From the records, pick out and copy each line containing "Shirley".

INPUT DATA:
- - -

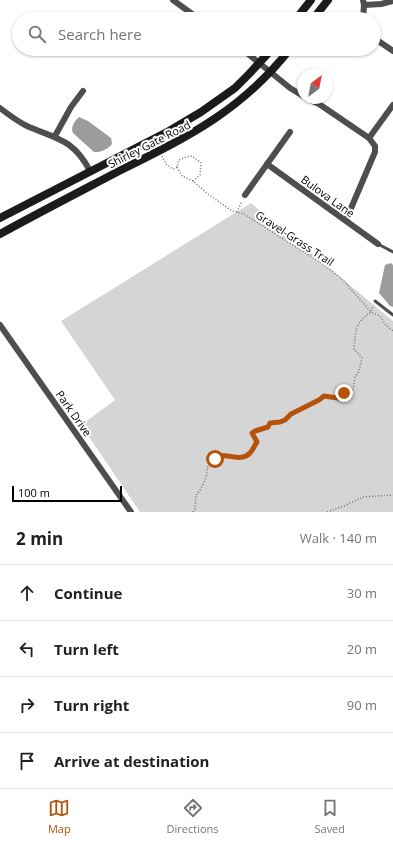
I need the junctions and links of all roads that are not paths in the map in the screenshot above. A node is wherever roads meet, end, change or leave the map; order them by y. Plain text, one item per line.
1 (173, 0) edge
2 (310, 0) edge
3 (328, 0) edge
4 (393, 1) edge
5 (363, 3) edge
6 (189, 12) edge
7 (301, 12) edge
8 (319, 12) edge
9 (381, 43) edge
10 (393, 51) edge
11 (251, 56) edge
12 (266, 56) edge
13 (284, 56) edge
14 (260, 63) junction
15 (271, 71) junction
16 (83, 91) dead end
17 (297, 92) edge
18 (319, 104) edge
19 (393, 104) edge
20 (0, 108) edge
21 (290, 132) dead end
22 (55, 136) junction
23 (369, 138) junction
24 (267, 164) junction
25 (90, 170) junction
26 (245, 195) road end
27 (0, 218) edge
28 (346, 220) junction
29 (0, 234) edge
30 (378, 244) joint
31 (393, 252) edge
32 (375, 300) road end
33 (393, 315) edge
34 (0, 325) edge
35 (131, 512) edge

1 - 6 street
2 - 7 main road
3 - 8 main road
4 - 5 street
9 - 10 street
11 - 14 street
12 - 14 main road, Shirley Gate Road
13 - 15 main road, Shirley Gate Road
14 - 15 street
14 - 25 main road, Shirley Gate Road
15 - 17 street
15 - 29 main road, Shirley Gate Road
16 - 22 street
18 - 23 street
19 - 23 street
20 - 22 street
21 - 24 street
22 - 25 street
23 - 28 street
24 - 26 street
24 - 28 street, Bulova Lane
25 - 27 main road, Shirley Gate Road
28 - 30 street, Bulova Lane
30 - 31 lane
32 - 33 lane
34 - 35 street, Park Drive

- - -

TASK RESPONSE:
12 - 14 main road, Shirley Gate Road
13 - 15 main road, Shirley Gate Road
14 - 25 main road, Shirley Gate Road
15 - 29 main road, Shirley Gate Road
25 - 27 main road, Shirley Gate Road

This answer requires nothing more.